Hence, Triple Bladed Sword: it operates both as anecdotal reference to the literary call to adventure from my teen years, but also as a metaphor for the trinity of the fantastic. We could add the further triad of my favorite media: film, written texts, and comic books.

But another way of asking this question is, why Triple Bladed Sword as another blog for Mike Perschon, a guy who's already too busy? Because I still read and teach fantasy, horror, and science fiction, in addition to my steampunk research. I don't mind being an expert on a particular facet of the speculative genres, but I don't want to be pigeonholed either. My personal blog, Gotthammer, is devoted to rants and reflections of a theopoetic and personal nature. It has always lacked a focus, and will continue to. For about a year, I've been reflecting on the need for a space to write in that is neither academic nor anecdotal. I wanted a virtual space where I could review books outside steampunk, talk RPGs, and occasionally get full-on-fanboy about what I'm reading, playing, or watching. This is that space.  

So welcome to Triple Bladed Sword, a weekly celebration of the trinity of the fantastic: science fiction, fantasy, and horror, expressed in the triad of film, books, and comics. As Talon said at the close of The Sword and the Sorcerer, "Come now, let's be off. There's a battle in the offing! We've got kingdoms to save and women to love!"


  1. It's good to see another scholar looking at SF/F. The only other I can think of is Shaun Duke at wisb.blogspot.com. Can't wait to read more of TBS!

  2. I'm excited to see what you'll be looking at.

    I have an extremely beaten-up copy of the SF Book of Lists by Maxim and Malcolm Edwards that has a set of brief definitions of Science Fiction that I continually use as Interlinos and pull-quotes in my zines. I still think that it's Theo Sturgeon who gave the best definition: "A good science-fiction story is a story about human beings, with a human problem, and a human solution, that would not have happened at all without its science content."

    I'm going to start Chapter Blogging Crash by JG Ballard on Facebook in the next few weeks.

  3. Hi again. You've almost certainly seen this by now, but just in case - Margaret Atwood was kicking around her definition of SF in The Guardian a few weeks ago


  4. For the type of literature you are looking for, filmwise, I would recoommend Korea, and in books as well as Japan.

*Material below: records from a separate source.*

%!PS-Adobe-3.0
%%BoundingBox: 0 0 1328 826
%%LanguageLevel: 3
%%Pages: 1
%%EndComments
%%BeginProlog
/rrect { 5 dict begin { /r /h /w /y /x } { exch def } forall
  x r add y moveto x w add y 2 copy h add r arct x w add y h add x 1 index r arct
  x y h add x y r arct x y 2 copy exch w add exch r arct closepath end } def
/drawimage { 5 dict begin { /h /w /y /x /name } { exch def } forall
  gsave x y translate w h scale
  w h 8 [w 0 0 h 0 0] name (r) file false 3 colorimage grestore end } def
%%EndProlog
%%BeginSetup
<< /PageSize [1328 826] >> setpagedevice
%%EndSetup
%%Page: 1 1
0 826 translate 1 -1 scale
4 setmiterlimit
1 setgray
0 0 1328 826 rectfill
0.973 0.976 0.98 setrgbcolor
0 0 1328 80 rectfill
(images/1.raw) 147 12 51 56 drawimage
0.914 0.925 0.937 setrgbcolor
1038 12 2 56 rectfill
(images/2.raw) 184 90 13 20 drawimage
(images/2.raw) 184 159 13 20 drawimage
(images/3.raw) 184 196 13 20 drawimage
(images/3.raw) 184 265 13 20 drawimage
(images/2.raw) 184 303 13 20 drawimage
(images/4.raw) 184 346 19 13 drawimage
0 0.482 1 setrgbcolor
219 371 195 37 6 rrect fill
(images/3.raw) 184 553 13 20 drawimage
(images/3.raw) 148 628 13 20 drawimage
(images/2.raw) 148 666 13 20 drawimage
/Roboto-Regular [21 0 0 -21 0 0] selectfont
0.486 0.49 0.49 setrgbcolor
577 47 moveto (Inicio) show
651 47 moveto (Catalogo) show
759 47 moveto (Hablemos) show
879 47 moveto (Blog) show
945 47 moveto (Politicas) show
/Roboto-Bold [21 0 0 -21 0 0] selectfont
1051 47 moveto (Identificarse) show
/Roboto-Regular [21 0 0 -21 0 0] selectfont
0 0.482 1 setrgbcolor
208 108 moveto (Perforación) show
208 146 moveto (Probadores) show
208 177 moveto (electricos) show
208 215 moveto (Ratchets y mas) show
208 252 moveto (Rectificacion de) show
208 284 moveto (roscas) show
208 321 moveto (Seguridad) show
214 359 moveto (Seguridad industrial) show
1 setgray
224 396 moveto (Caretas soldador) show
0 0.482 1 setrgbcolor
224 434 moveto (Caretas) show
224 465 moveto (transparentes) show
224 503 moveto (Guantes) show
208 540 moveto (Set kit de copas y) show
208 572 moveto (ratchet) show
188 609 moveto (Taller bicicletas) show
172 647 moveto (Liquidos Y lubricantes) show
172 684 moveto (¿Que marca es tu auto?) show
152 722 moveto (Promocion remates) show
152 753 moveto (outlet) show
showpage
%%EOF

The Keili series which is up to the 6th book of the 9 book cycle would be a good example. But historically, whether it is the Manwa Bride of the Gods (unexpected hit for Dark Horse) or the Kingdom of Heaven series printed now in English, there is much of what the west strangely thinks exclusive.

    I study 'popular' and 'cult' fiction through the ages, and how they fare and are treated in both critical works, university courses and at the time period. Ironically, the very books which are now stamped as 'classic' or 'literature' (a term only to be applied to letters and poems, the kind of deeper works that men minds are tuned toward, not fiction and the three deckers made to boost library subscriptions), would still not win today's Booker or GG - as no science fiction/fantasy does, whether that is Dracula or Handmaid's Tale (having the narrator drunk or crippled accounts for 1/3rd, first person narrations of immigrant cultures another third - you can read the people who nominate and judge the top prizes and universities in a penguin book on 'best books' where you get to read individuals savage Tolkien endlessly (still voted #1 in read and bought for 45 years running), along with Milton, Blake, and a host of what are seen as new pretenders (really, do you know what that writer's father DID for a living?).

    If you like I could recommend several films, including the one I thought your blog was named after - probably the best example of divergent adventure storytelling, fantasy or no.

    Oh, but what of Australia and the films and writers overlooked there....? The Door as the new Goonies, for example?